The Battle of the Wilderness was fought in 1864 during the American Civil War, as part of Union General Ulysses S. Grant's Overland Campaign. Both Union and Confederate armies had difficulty maneuvering and using their artillery and cavalry because of the density of the forest. Since clearings were scarce, and the region had only a few narrow winding roads, mounted cavalry fighting was nearly impossible. The dense woods, often filled with smoke when the woods caught on fire, made it difficult to see enemy soldiers; the thick choking smoke of the burning woods also caused the respiratory death of many soldiers. The lessened visibility put attackers at a disadvantage, as soldiers often fired at sounds instead of visual cues. Infantry units had difficulty keeping alignment, and often became lost or were involved in friendly-fire incidents. The Confederates had a better knowledge of the terrain, and it somewhat diminished the Union advantage of greater manpower.
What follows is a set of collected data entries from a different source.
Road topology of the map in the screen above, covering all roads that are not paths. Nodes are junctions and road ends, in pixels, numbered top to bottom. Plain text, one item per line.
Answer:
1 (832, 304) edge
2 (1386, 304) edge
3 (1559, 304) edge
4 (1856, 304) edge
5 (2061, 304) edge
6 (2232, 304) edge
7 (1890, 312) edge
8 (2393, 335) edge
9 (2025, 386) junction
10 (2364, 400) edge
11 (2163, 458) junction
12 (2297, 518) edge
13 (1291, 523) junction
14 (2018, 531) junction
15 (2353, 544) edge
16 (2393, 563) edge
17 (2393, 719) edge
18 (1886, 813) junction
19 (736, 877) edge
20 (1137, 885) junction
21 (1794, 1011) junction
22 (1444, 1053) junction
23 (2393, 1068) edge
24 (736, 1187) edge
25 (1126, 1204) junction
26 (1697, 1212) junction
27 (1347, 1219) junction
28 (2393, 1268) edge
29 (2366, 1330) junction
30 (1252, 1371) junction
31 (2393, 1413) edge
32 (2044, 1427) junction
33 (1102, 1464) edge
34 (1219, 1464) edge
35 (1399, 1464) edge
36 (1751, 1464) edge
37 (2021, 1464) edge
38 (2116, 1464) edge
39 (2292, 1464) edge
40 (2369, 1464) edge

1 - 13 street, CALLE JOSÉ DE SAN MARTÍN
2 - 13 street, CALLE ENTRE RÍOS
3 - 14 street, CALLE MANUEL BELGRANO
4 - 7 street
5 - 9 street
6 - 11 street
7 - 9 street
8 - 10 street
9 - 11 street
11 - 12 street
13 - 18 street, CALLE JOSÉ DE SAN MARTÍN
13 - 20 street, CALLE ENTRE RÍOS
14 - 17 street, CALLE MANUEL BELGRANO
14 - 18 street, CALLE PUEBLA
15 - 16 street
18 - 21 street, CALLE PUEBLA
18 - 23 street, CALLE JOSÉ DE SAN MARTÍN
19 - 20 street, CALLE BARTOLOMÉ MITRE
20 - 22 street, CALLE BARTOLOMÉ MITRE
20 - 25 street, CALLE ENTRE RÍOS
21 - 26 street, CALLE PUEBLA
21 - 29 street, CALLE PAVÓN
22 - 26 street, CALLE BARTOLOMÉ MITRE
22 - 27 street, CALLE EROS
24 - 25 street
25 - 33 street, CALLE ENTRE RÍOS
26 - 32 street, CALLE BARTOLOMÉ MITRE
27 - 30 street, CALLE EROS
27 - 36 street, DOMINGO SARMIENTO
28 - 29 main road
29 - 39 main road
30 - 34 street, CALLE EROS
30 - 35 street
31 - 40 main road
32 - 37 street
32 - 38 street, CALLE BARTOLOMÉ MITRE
Grant was aware of how the Wilderness made his advantages in size and artillery less effective, and preferred to move his army further south to fight Lee on open ground.

A year earlier, the Wilderness played a role in the opening of the Battle of Chancellorsville on May 1, 1863, when Confederate General Thomas J. "Stonewall" Jackson negated the superior numbers of Union General Joseph "Fighting Joe" Hooker by pushing him back into the Wilderness where he could not easily maneuver and bring his strength to bear. Hooker did not reply to Jackson's action by attacking to push Jackson back, getting his forces out into the open. Instead, his confidence shattered, he retreated further into the Wilderness to Chancellorsville.